Treat Flame-rumped Tanager (Ramphocelus flammigerus) as two species

 

Background:

 

The Flame-rumped Tanager (Ramphocelus flammigerus) occurs from Panama south through Colombia to southwestern Ecuador and adjacent northwestern Peru. It consists of two subspecies: R. f. flammigerus in the northern part of the range and R. f. icteronotus in the southern part of the range. They meet and hybridize above 800 meters in the western Andes of Colombia. Both males and females of each subspecies have very different plumage. Males of both subspecies are mostly black, but R. f. flammigerus has a bright red back and rump, whereas R. f. icteronotus has a yellow back and rump. Females of R. f. flammigerus also have a reddish orange band across their chest and reddish-orange rump, undertail coverts, and uppertail coverts, whereas females of R. f. icteronotus are solid yellow below and on their rumps 

 

Taxonomic lists and regional field guides differ in how they treat these two taxa:

The two forms are treated as subspecies of the same species by Storer (1970), Ridgley and Tudor (1989), Sibley and Monroe (1990), Dickinson (2003), Hilty (2021), and Clements et al. (2021). They are treated as separate species by Meyer de Schauensee (1970), Hilty and Brown (1986), Ridgely & Greenfield (2001), Restall et al. (2007), del Hoyo and Collar (2016), and Gill et al. (2022).

 

The HBW-Birdlife list (del Hoyo and Collar 2016) provides the following rationale for treating them separate: Usually treated as conspecific with R. flammigerus, and genetic differences apparently minimal; moreover, owing to recent deforestation the two taxa now reportedly meet and interbreed in W Andes of Colombia (along a narrow but stable band at middle elevations on upper Pacific slope); even so, visual divergence striking.

 

New information:

 

There is no new information per se; this proposal is to provide feedback to IOC’s WGAC, which is working to reconcile all world lists. However, there is relatively new research in the hybrid zone that doesn't appear to be considered previously in decisions to classify these taxa as one species or two.

 

A hybrid zone between the two taxa in western Colombia has been known for many years (Chapman 1917). The zone was studied in some detail by Sibley in the 1950’s (Sibley 1958). More recently, Morales-Rozo et al. (2017) studied the genetics, plumage color, and morphology of birds across the hybrid zone.

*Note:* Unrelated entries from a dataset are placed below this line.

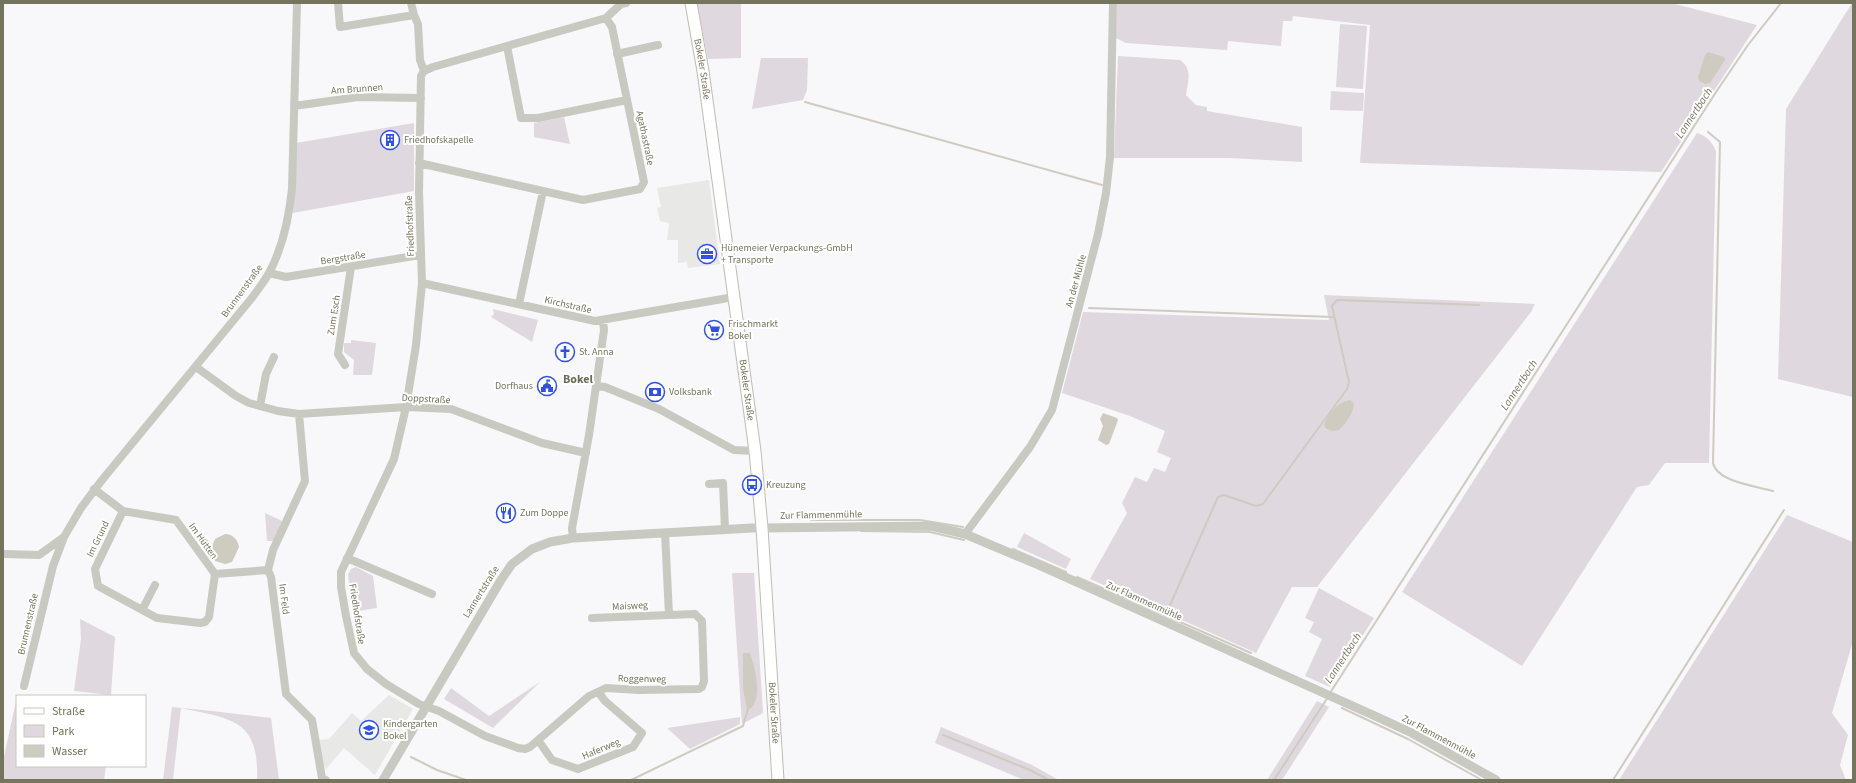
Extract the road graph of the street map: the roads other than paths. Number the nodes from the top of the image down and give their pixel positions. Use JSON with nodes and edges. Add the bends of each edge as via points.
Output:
{"nodes":[{"id":1,"x":297,"y":3,"type":"edge"},
{"id":2,"x":338,"y":3,"type":"edge"},
{"id":3,"x":411,"y":3,"type":"edge"},
{"id":4,"x":626,"y":3,"type":"edge"},
{"id":5,"x":690,"y":3,"type":"edge"},
{"id":6,"x":1113,"y":3,"type":"edge"},
{"id":7,"x":414,"y":15,"type":"junction"},
{"id":8,"x":606,"y":18,"type":"junction"},
{"id":9,"x":658,"y":45,"type":"dead end"},
{"id":10,"x":507,"y":46,"type":"junction"},
{"id":11,"x":617,"y":54,"type":"junction"},
{"id":12,"x":424,"y":71,"type":"junction"},
{"id":13,"x":421,"y":98,"type":"junction"},
{"id":14,"x":627,"y":100,"type":"junction"},
{"id":15,"x":294,"y":106,"type":"junction"},
{"id":16,"x":419,"y":163,"type":"junction"},
{"id":17,"x":543,"y":191,"type":"junction"},
{"id":18,"x":420,"y":255,"type":"junction"},
{"id":19,"x":351,"y":267,"type":"junction"},
{"id":20,"x":269,"y":274,"type":"junction"},
{"id":21,"x":422,"y":283,"type":"junction"},
{"id":22,"x":734,"y":297,"type":"junction"},
{"id":23,"x":519,"y":304,"type":"junction"},
{"id":24,"x":603,"y":321,"type":"junction"},
{"id":25,"x":274,"y":357,"type":"dead end"},
{"id":26,"x":345,"y":365,"type":"dead end"},
{"id":27,"x":196,"y":367,"type":"junction"},
{"id":28,"x":596,"y":386,"type":"junction"},
{"id":29,"x":260,"y":406,"type":"junction"},
{"id":30,"x":406,"y":407,"type":"junction"},
{"id":31,"x":299,"y":414,"type":"junction"},
{"id":32,"x":755,"y":450,"type":"junction"},
{"id":33,"x":586,"y":453,"type":"junction"},
{"id":34,"x":709,"y":484,"type":"dead end"},
{"id":35,"x":94,"y":489,"type":"junction"},
{"id":36,"x":123,"y":510,"type":"junction"},
{"id":37,"x":762,"y":528,"type":"junction"},
{"id":38,"x":725,"y":529,"type":"junction"},
{"id":39,"x":665,"y":534,"type":"junction"},
{"id":40,"x":965,"y":534,"type":"junction"},
{"id":41,"x":64,"y":537,"type":"junction"},
{"id":42,"x":573,"y":538,"type":"junction"},
{"id":43,"x":3,"y":554,"type":"edge"},
{"id":44,"x":39,"y":555,"type":"junction"},
{"id":45,"x":347,"y":558,"type":"junction"},
{"id":46,"x":53,"y":566,"type":"junction"},
{"id":47,"x":268,"y":570,"type":"junction"},
{"id":48,"x":215,"y":574,"type":"junction"},
{"id":49,"x":155,"y":585,"type":"dead end"},
{"id":50,"x":432,"y":594,"type":"dead end"},
{"id":51,"x":142,"y":610,"type":"junction"},
{"id":52,"x":670,"y":614,"type":"junction"},
{"id":53,"x":592,"y":618,"type":"dead end"},
{"id":54,"x":24,"y":686,"type":"dead end"},
{"id":55,"x":599,"y":693,"type":"junction"},
{"id":56,"x":427,"y":706,"type":"junction"},
{"id":57,"x":538,"y":740,"type":"junction"},
{"id":58,"x":1490,"y":779,"type":"edge"},
{"id":59,"x":326,"y":780,"type":"edge"},
{"id":60,"x":383,"y":780,"type":"edge"},
{"id":61,"x":778,"y":780,"type":"edge"}],
"edges":[{"from":1,"to":15,"type":"street","name":"Brunnenstraße"},
{"from":2,"to":7,"type":"street","via":[[340,27]]},
{"from":3,"to":7,"type":"street"},
{"from":4,"to":8,"type":"street","via":[[621,4]]},
{"from":5,"to":22,"type":"main road","name":"Bokeler Straße","via":[[703,71]]},
{"from":6,"to":40,"type":"street","name":"An der Mühle","via":[[1110,157],[1106,193],[1098,234],[1052,410],[1030,447]]},
{"from":7,"to":12,"type":"street","via":[[418,24],[420,60]]},
{"from":8,"to":10,"type":"street"},
{"from":8,"to":11,"type":"street","via":[[612,27]]},
{"from":9,"to":11,"type":"street"},
{"from":10,"to":12,"type":"street","via":[[433,66]]},
{"from":10,"to":14,"type":"street","name":"Agathastraße","via":[[521,118],[538,118]]},
{"from":11,"to":14,"type":"street"},
{"from":12,"to":13,"type":"street","name":"Friedhofstraße","via":[[421,76]]},
{"from":13,"to":15,"type":"street","name":"Am Brunnen","via":[[358,97]]},
{"from":13,"to":16,"type":"street","name":"Friedhofstraße"},
{"from":14,"to":17,"type":"street","name":"Agathastraße","via":[[644,182],[640,189],[582,200]]},
{"from":15,"to":20,"type":"street","name":"Brunnenstraße","via":[[289,215],[283,241]]},
{"from":16,"to":17,"type":"street","name":"Agathastraße"},
{"from":16,"to":18,"type":"street","name":"Friedhofstraße"},
{"from":17,"to":23,"type":"street"},
{"from":18,"to":19,"type":"street","name":"Bergstraße"},
{"from":18,"to":21,"type":"street","name":"Friedhofstraße"},
{"from":19,"to":20,"type":"street","name":"Bergstraße","via":[[286,277]]},
{"from":19,"to":26,"type":"street","name":"Zum Esch","via":[[338,354]]},
{"from":20,"to":27,"type":"street","name":"Brunnenstraße"},
{"from":21,"to":23,"type":"street","name":"Kirchstraße"},
{"from":21,"to":30,"type":"street","name":"Friedhofstraße"},
{"from":22,"to":24,"type":"street","name":"Kirchstraße"},
{"from":22,"to":32,"type":"main road","name":"Bokeler Straße"},
{"from":23,"to":24,"type":"street","name":"Kirchstraße","via":[[595,322]]},
{"from":24,"to":28,"type":"street"},
{"from":25,"to":29,"type":"street","via":[[266,374]]},
{"from":27,"to":29,"type":"street","name":"Doppstraße","via":[[236,396]]},
{"from":27,"to":35,"type":"street","name":"Brunnenstraße"},
{"from":28,"to":32,"type":"street","via":[[605,387],[659,409],[734,450]]},
{"from":28,"to":33,"type":"street"},
{"from":29,"to":31,"type":"street","name":"Doppstraße"},
{"from":30,"to":31,"type":"street","name":"Doppstraße"},
{"from":30,"to":33,"type":"street","name":"Doppstraße","via":[[451,409],[542,444]]},
{"from":30,"to":45,"type":"street","name":"Friedhofstraße","via":[[394,459]]},
{"from":31,"to":47,"type":"street","name":"Im Feld","via":[[306,482],[273,550]]},
{"from":32,"to":37,"type":"main road","name":"Bokeler Straße"},
{"from":33,"to":42,"type":"street","via":[[572,528]]},
{"from":34,"to":38,"type":"street","via":[[723,483]]},
{"from":35,"to":36,"type":"street"},
{"from":35,"to":41,"type":"street","name":"Brunnenstraße"},
{"from":36,"to":48,"type":"street","name":"Im Hütten","via":[[176,520]]},
{"from":36,"to":51,"type":"street","name":"Im Grund","via":[[95,569],[98,586]]},
{"from":37,"to":38,"type":"street","name":"Lannertstraße"},
{"from":37,"to":40,"type":"street","name":"Zur Flammenmühle","via":[[925,525]]},
{"from":37,"to":61,"type":"main road","name":"Bokeler Straße"},
{"from":38,"to":39,"type":"street","name":"Lannertstraße"},
{"from":39,"to":42,"type":"street","name":"Lannertstraße"},
{"from":39,"to":52,"type":"street"},
{"from":40,"to":58,"type":"street","name":"Zur Flammenmühle","via":[[1412,733]]},
{"from":41,"to":44,"type":"street","name":"Brunnenstraße"},
{"from":41,"to":46,"type":"street","name":"Brunnenstraße"},
{"from":42,"to":56,"type":"street","name":"Lannertstraße","via":[[538,546],[512,564],[500,580]]},
{"from":43,"to":44,"type":"street"},
{"from":44,"to":46,"type":"street"},
{"from":45,"to":50,"type":"street"},
{"from":45,"to":56,"type":"street","name":"Friedhofstraße","via":[[342,572],[341,588],[354,653],[367,669],[386,684],[419,704]]},
{"from":46,"to":54,"type":"street","name":"Brunnenstraße"},
{"from":47,"to":48,"type":"street","name":"Im Hütten"},
{"from":47,"to":59,"type":"street","name":"Im Feld","via":[[286,694],[312,720],[322,778]]},
{"from":48,"to":51,"type":"street","name":"Im Grund","via":[[209,616],[205,622],[157,618]]},
{"from":49,"to":51,"type":"street"},
{"from":52,"to":53,"type":"street","name":"Maisweg"},
{"from":52,"to":55,"type":"street","name":"Roggenweg","via":[[695,614],[702,621],[702,687],[640,690],[606,688]]},
{"from":55,"to":57,"type":"street","name":"Roggenweg","via":[[589,696]]},
{"from":55,"to":57,"type":"street","name":"Haferweg","via":[[642,732],[633,747],[578,769],[552,760]]},
{"from":56,"to":57,"type":"street","name":"Roggenweg","via":[[485,736],[518,748],[530,747]]},
{"from":56,"to":60,"type":"street","name":"Lannertstraße"}]}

The hybrid zone occurs in the Cauca River Valley where the lower elevation R. f. icteronotus meets the higher elevation R. f. flammigerus around 800 meters. The hybrid zone occurs along a 140 km transect and the birds in this area show a gradient from bright yellow to bright red (see Fig. 1, copied from the paper and inserted below). Morales-Rozo et al. (2017) also mentioned that the two forms meet and hybridize in additional contact zones further north in the Cordillera Occidental; however, these areas where not studied at the time of publication. Morales-Rozo et al. (2017) looked at historical specimens and collected fresh specimens in 2007-2010. They sequenced cyt b from recent samples as well as from toe pads of the specimens collected by Sibley. Their genetic analyses included samples within the hybrid zone as well as samples far from the hybrid zone in Ecuador and Panama. They also included 6 morphological characters and measured rump plumage coloration using a spectrophotometer. These phenotypic characters were defined into three time periods to study the temporal dynamics of the cline (prior to 1911, 1956-1986, and 2007-2010).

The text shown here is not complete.